Giving money to charity isn’t the only way to get make an impact in another person’s life, and in fact there’s another thing many charities are in desperate need of – your time.
There’s plenty of personal advantages to giving back; it helps us connect to the community, appreciate what we have, and give our lives added meaning.
If you’re retired and find you have more free time on your hands than expected or are simply looking for something meaningful you can do with family and friends, why not get involved with a local charity?
There’s dozens of ways to donate your time and it doesn’t need to be a big commitment. To get you started, we’ve put together a few simple suggestions to help you get involved in charity work.
Choose a cause
If you feel motivated and empowered by the charity you’re working with you’ll get a lot more out of it. Think about what’s most important to you and the things that have touched your life; perhaps you’re an animal lover, or feel very strongly about keeping your community parks clean. While high profile charities certainly need support as well, you don’t necessarily need to fly across the world and administer care to make a difference, so if you’re unsure of what to do start by looking close to home.
Think about your skills
Think about your skills and how you could use them to contribute. If you know a lot of people you might be the perfect person to help put together a silent auction fundraiser, or perhaps you like to keep your home tidy and organised – those same skills might be perfect to help sort and stack donations at your local food bank.
Also consider any hobbies you enjoy – for example gardening or history – as pursuing these interest could also help you find a worthy cause that is fulfilling and enjoyable too.
Groups that need your help
The National Trust – From conservation groups to working holidays, gardening and guided tours, there are dozens of ways to get involved with the National Trust in your community.

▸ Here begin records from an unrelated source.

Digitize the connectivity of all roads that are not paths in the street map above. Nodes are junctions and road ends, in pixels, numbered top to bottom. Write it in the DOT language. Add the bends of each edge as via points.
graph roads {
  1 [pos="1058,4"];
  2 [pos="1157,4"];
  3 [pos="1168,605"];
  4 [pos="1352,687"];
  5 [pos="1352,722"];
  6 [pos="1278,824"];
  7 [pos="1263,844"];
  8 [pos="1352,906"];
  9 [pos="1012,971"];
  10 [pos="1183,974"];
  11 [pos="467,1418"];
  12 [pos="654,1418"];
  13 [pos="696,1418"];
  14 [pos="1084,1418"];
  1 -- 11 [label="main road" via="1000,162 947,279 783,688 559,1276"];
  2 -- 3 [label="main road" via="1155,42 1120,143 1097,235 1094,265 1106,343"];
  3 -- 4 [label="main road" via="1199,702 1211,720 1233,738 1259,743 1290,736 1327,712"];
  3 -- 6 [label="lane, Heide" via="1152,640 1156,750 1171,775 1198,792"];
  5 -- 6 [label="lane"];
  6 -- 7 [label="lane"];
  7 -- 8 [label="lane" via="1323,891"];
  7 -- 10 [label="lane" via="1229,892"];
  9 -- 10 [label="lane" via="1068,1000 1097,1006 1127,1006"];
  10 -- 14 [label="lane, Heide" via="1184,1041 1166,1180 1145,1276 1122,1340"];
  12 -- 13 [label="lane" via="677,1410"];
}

This is a great option if you’re particularly interested in the social element of volunteering and want to put your hobbies and passions to work.
Macmillan Cancer Support – As one of the biggest cancer support groups in the UK, Macmillan supports cancer patients, survivors and their families as they navigate a scary and difficult time. From hosting local events to research and administration, there’s plenty of ways you can get involved in the vital work they do.

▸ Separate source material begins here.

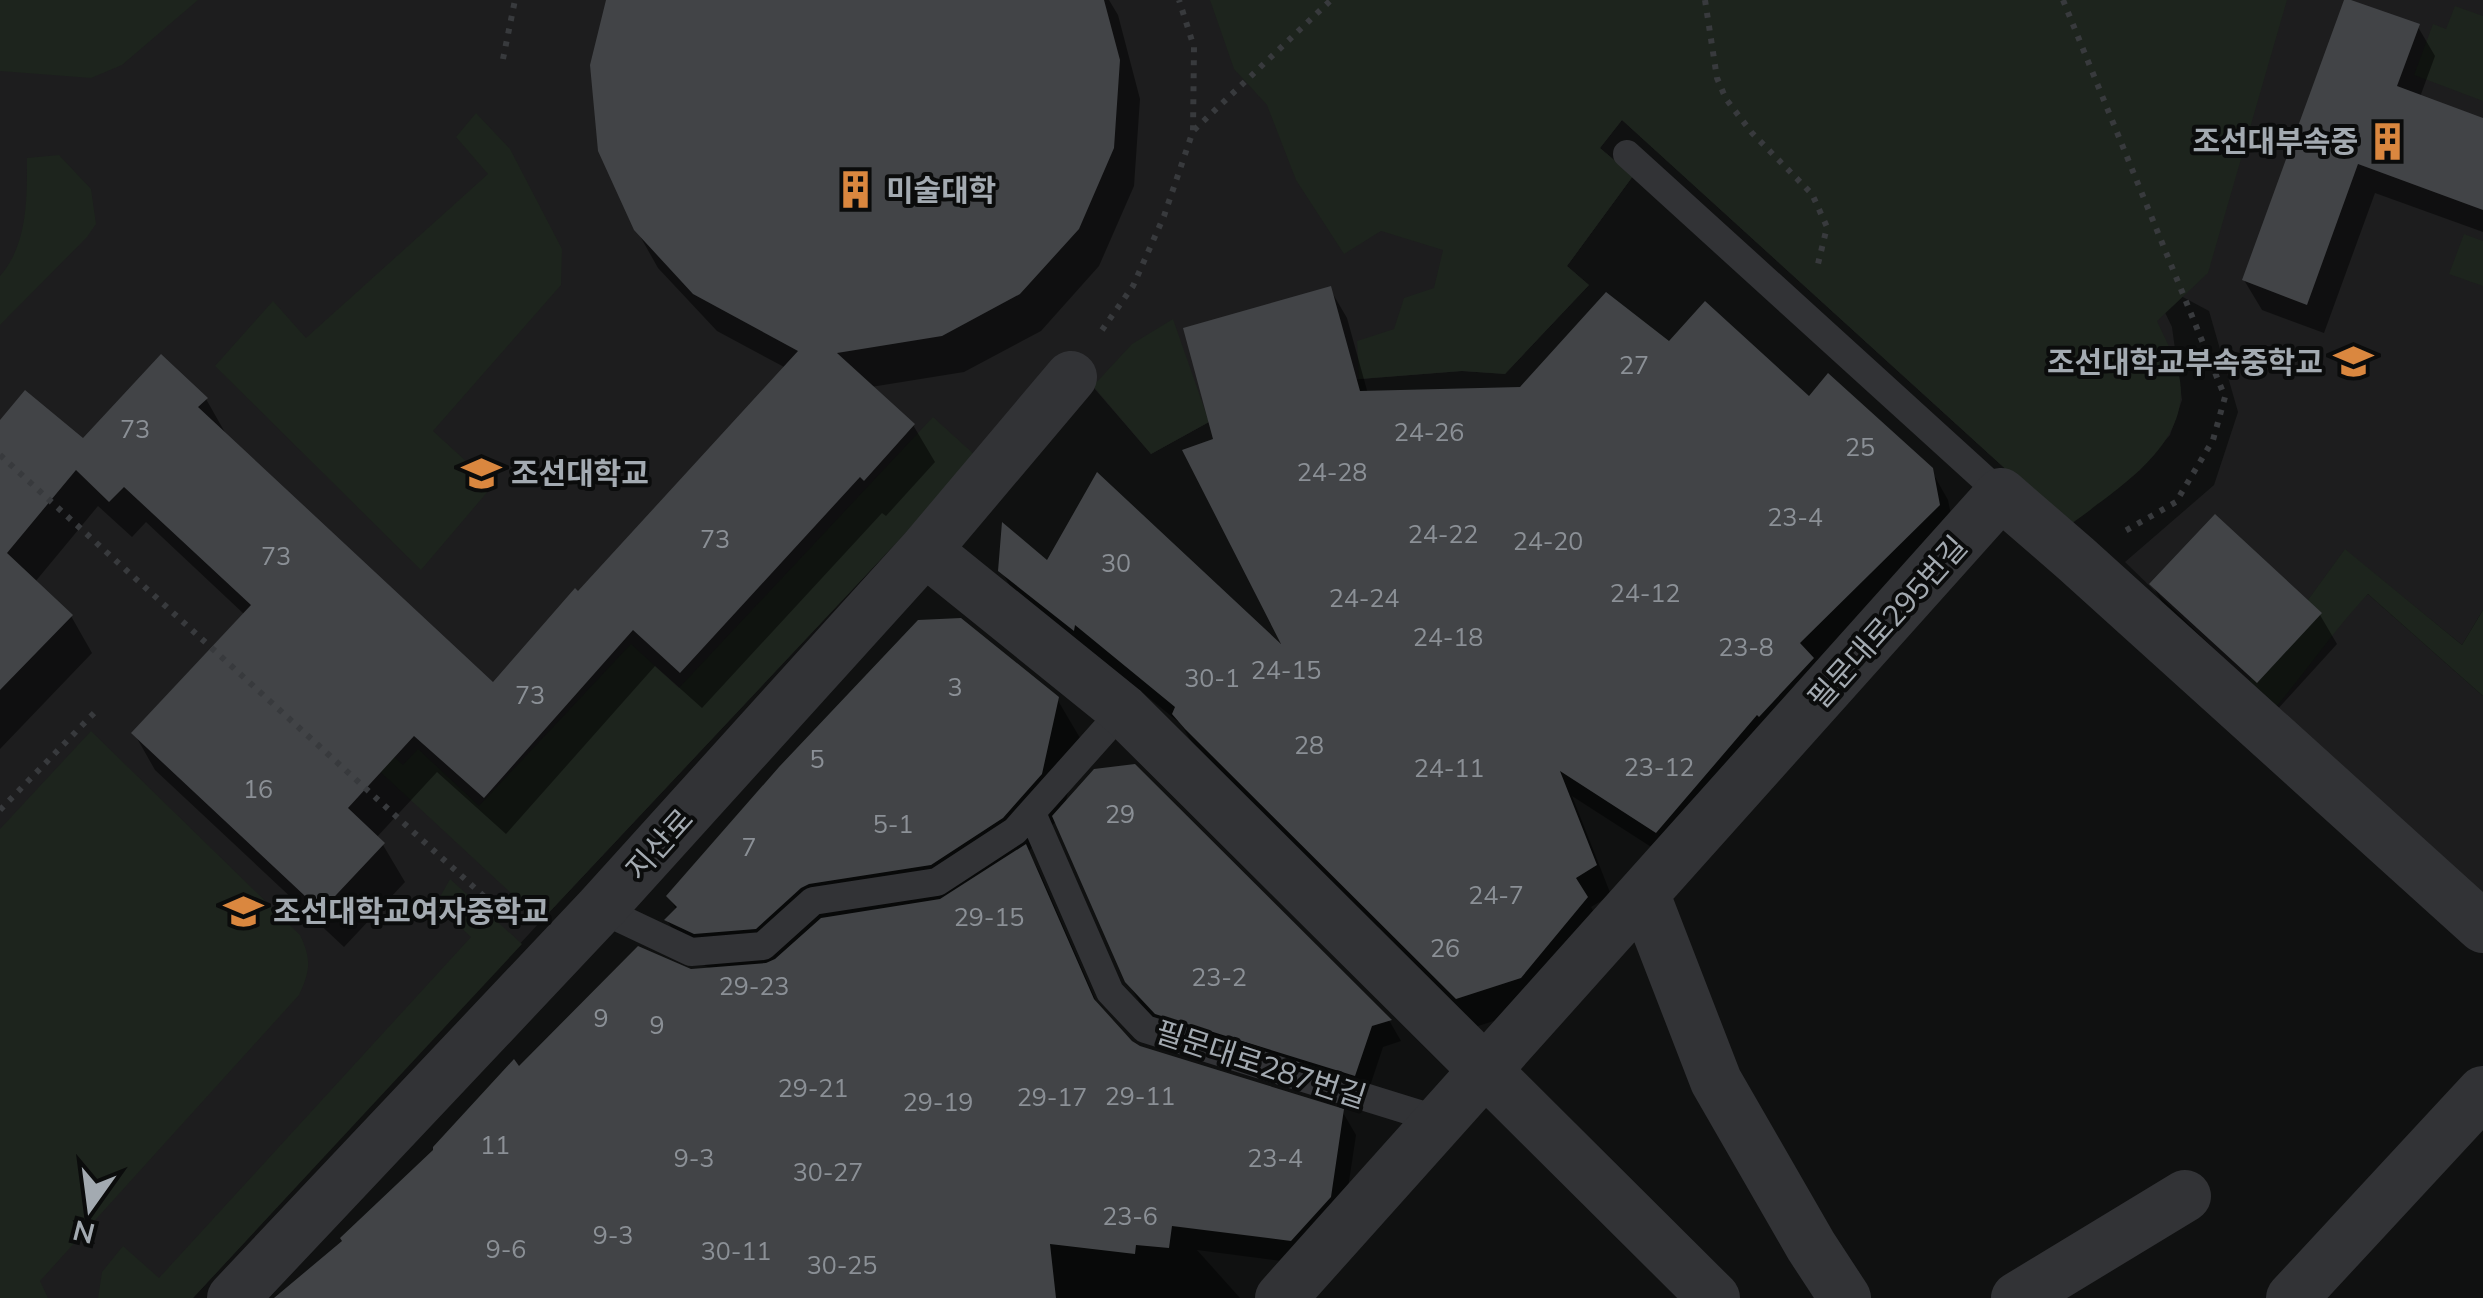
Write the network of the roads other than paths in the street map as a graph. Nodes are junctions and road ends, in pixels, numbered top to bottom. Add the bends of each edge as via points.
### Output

Age UK – Loneliness and isolation is a sad reality for many elderly people in this country. The care and support Age UK offer helps combat depression, dementia and empower the aged to live fulfilling and independent lives. From gardening to home visits to managing a high street shop, you can use your skills to help some of the most vulnerable and forgotten people in your community.
Citizens Advice – This charity helps by offering free, independent, confidential and impartial advice to everyone on their rights and responsibilities at a time when they need it most. From working in a bureau to helping with the advice phone line, this is a great charity to get involved with particularly if you have any interest in policy making or legal work.

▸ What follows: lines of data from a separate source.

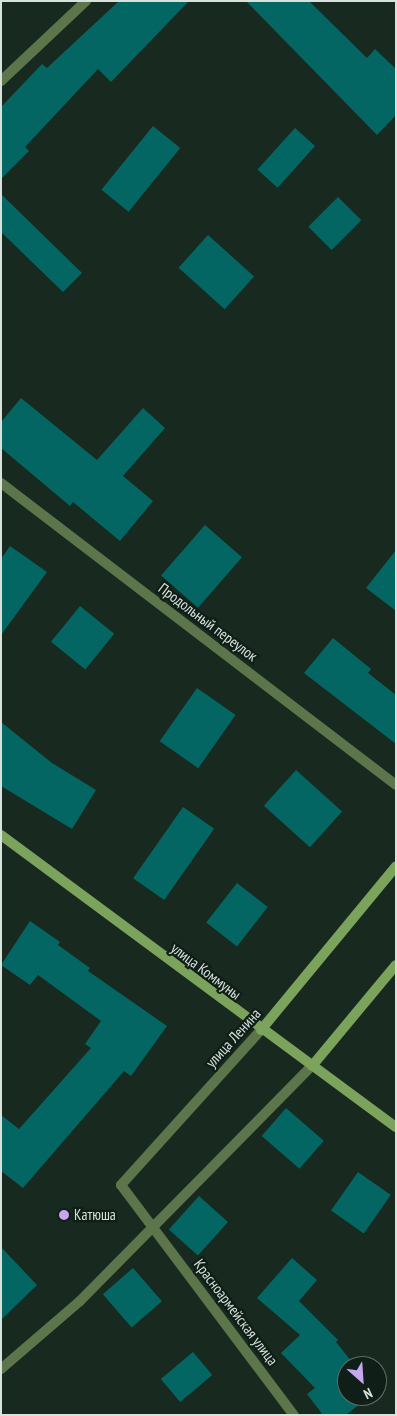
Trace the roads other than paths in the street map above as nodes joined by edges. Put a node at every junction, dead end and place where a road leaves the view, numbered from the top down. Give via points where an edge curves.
1 (86, 1) edge
2 (1, 81) edge
3 (1, 483) edge
4 (396, 785) edge
5 (1, 835) edge
6 (396, 866) edge
7 (396, 965) edge
8 (261, 1030) junction
9 (312, 1066) junction
10 (396, 1127) edge
11 (153, 1227) junction
12 (1, 1369) edge
13 (294, 1415) edge

1 - 2 street
3 - 4 street, Продольный переулок
5 - 8 street, улица Коммуны
6 - 8 street, улица Ленина
7 - 9 street
8 - 9 street, улица Коммуны
8 - 11 street, улица Ленина via 121,1185
9 - 10 street, улица Коммуны
9 - 11 street
11 - 12 street via 79,1302
11 - 13 street, Красноармейская улица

RSPCA – If you’re an animal lover, the your local RSPCA could be the perfect fit. This charity does vital work to prevent cruelty, promote kindness to and alleviate suffering of animals all over the country, and relies on a dedicated team of volunteers to help take care of their animals and promote the cause.
The Trussell Trust – In times of economic uncertainty food banks are busier than ever, and you might find yourself surprised to learn how busy the food bank in your local area is. The Trussell Trust is a community of food banks around the country and from the website you can find your local group along with ways you can get involved, from seeking donations to handing out food.
Have you ever been involved in charity work? How did you go about doing it?